Models for gapped boundaries and domain walls (1104.5047v4)

Abstract: We define a class of lattice models for two-dimensional topological phases with boundary such that both the bulk and the boundary excitations are gapped. The bulk part is constructed using a unitary tensor category $\calC$ as in the Levin-Wen model, whereas the boundary is associated with a module category over $\calC$. We also consider domain walls (or defect lines) between different bulk phases. A domain wall is transparent to bulk excitations if the corresponding unitary tensor categories are Morita equivalent. Defects of higher codimension will also be studied. In summary, we give a dictionary between physical ingredients of lattice models and tensor-categorical notions.

• The paper introduces an extension of Levin-Wen models by modeling gapped boundaries as C-module categories hosting unique superselection sectors.
• It demonstrates that domain walls correspond to bimodule categories and can become transparent under Morita equivalence, allowing unobstructed quasiparticle flow.
• The work rigorously maps tensor categorical structures to topological phases, offering valuable insights for designing fault-tolerant quantum computation systems.

Analyzing Models for Gapped Boundaries and Domain Walls

The paper "Models for gapped boundaries and domain walls" by Alexei Kitaev and Liang Kong presents a comprehensive exploration of two-dimensional topological phases of matter using lattice models. It focuses on the intricate relations between bulk and boundary physics in these phases, particularly through the lens of gapped excitations both in the bulk and along boundaries and domain walls. The paper utilizes sophisticated mathematical frameworks, notably involving unitary tensor categories, to characterize these physical systems.

The core of this work is set within the field of Levin-Wen models, a class of exactly solvable lattice models that describe topological phases by employing string-net condensations. These models provide a platform to investigate the properties of bulk quasiparticles, which are shown to correspond to objects in the monoidal center $Z(C)$ of a unitary tensor category $C$.

Key Contributions

1. Gapped Boundaries: The authors extend the Levin-Wen construction by introducing boundaries defined by $C$-module categories, where $C$ is a unitary tensor category. These boundaries are not merely passive; they host unique excitations characterized by module functors over $C$. The work meticulously constructs the algebraic framework necessary to describe these excitations, describing them as superselection sectors of a boundary Hamiltonian.
2. Domain Walls: The paper also deals with the presence of domain walls between distinct topological phases. Such walls are found to correspond to bimodule categories that interpolate between unitary tensor categories associated with different bulk phases. A particularly interesting aspect is the introduction of "transparent" domain walls, which do not scatter quasiparticles — a condition tied to Morita equivalence between the tensor categories representing the bulk regions.
3. Defects of Higher Codimension: The investigation goes further to include defects of higher codimension that offer a richer varied structure, providing a framework that connects complex excitations and transitions across walls and boundaries. These defects are linked to natural transformations between bimodule functors, enriching the interplay between topology and category theory within these systems.
4. Mathematical Structure and Physical Implications: The mappings between physical ingredients of Levin-Wen models and tensor-categorical notions are rigorously established. This dictionary not only clarifies conceptual understanding but also suggests methodologies for constructing new models of topological phases with desired boundary and defect properties.

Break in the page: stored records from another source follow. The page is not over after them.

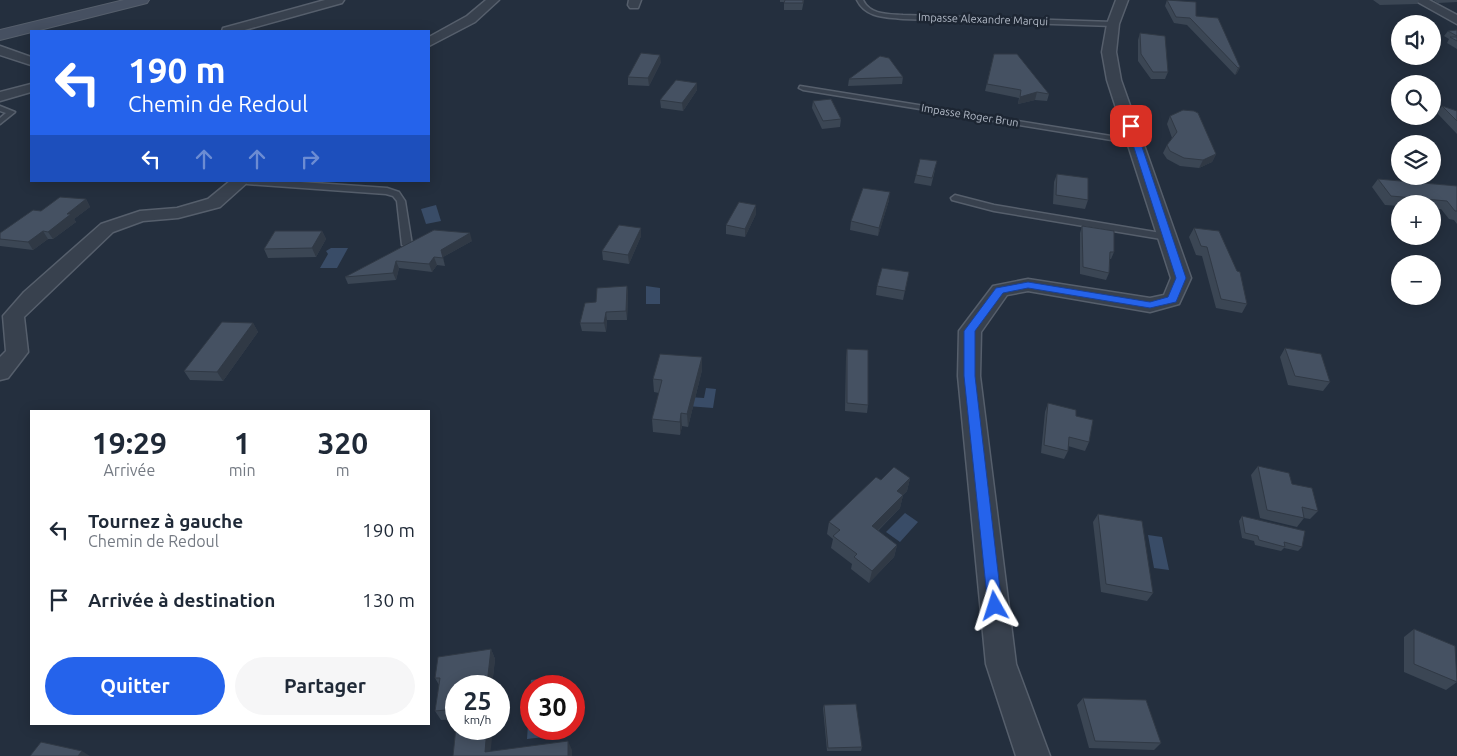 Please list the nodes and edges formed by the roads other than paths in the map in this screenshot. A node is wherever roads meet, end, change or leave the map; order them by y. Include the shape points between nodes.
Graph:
1 (338, 0) edge
2 (493, 0) edge
3 (860, 0) edge
4 (1122, 0) edge
5 (1420, 0) edge
6 (132, 1) edge
7 (1457, 20) edge
8 (1113, 24) junction
9 (232, 30) edge
10 (0, 35) edge
11 (430, 41) edge
12 (0, 50) edge
13 (30, 60) edge
14 (30, 88) edge
15 (803, 88) dead end
16 (0, 97) edge
17 (0, 108) edge
18 (0, 122) edge
19 (1136, 142) junction
20 (239, 182) edge
21 (261, 182) edge
22 (955, 198) dead end
23 (1167, 237) junction
24 (407, 245) edge
25 (0, 372) edge
26 (1033, 756) edge

1 - 9 street
2 - 11 street via 471,19
3 - 8 lane, Impasse Alexandre Marqui via 873,14 903,17
4 - 8 street
5 - 7 street
6 - 10 main road
8 - 19 street via 1110,52 1114,80
12 - 13 street
14 - 16 street
15 - 19 lane, Impasse Roger Brun
17 - 18 lane via 11,112
19 - 23 street
20 - 25 street via 214,203 178,213 140,216 107,228 13,316 17,352
21 - 24 lane via 396,194 401,201
22 - 23 lane via 994,208
23 - 26 street via 1181,278 1172,299 1150,305 1028,285 1000,290 970,331 969,376 1002,664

Implications and Future Directions

This paper's implications stretch across the field of condensed matter physics and quantum computation, offering new tools for constructing and analyzing topologically ordered phases. The identification of transparent domain walls could be pivotal for quantum information protocols that rely on fault-tolerant quantum computation with anyonic excitations. Furthermore, the proposed framework paves the way for exploring higher-dimensional topological quantum field theories, where categorical higher structures become more pronounced.

The findings encourage future exploration in several directions:

• Experimental Realization: Guidance on how the theoretical constructs can be realized in materials or synthetic quantum systems, such as cold atoms or photonic crystals.
• Extension to Other Dimensions: Developing similar frameworks for three-dimensional topological phases, where tensor categories might be replaced by richer algebraic structures, such as higher categories.
• Integration with Quantum Computing: Leveraging the insights for topological quantum computation, especially in designing systems that naturally host non-Abelian anyons with enriched fusion and braiding statistics.

Overall, this paper significantly advances the understanding of how topological phases can exhibit complex boundary behaviors, underpinned by deep mathematical structures.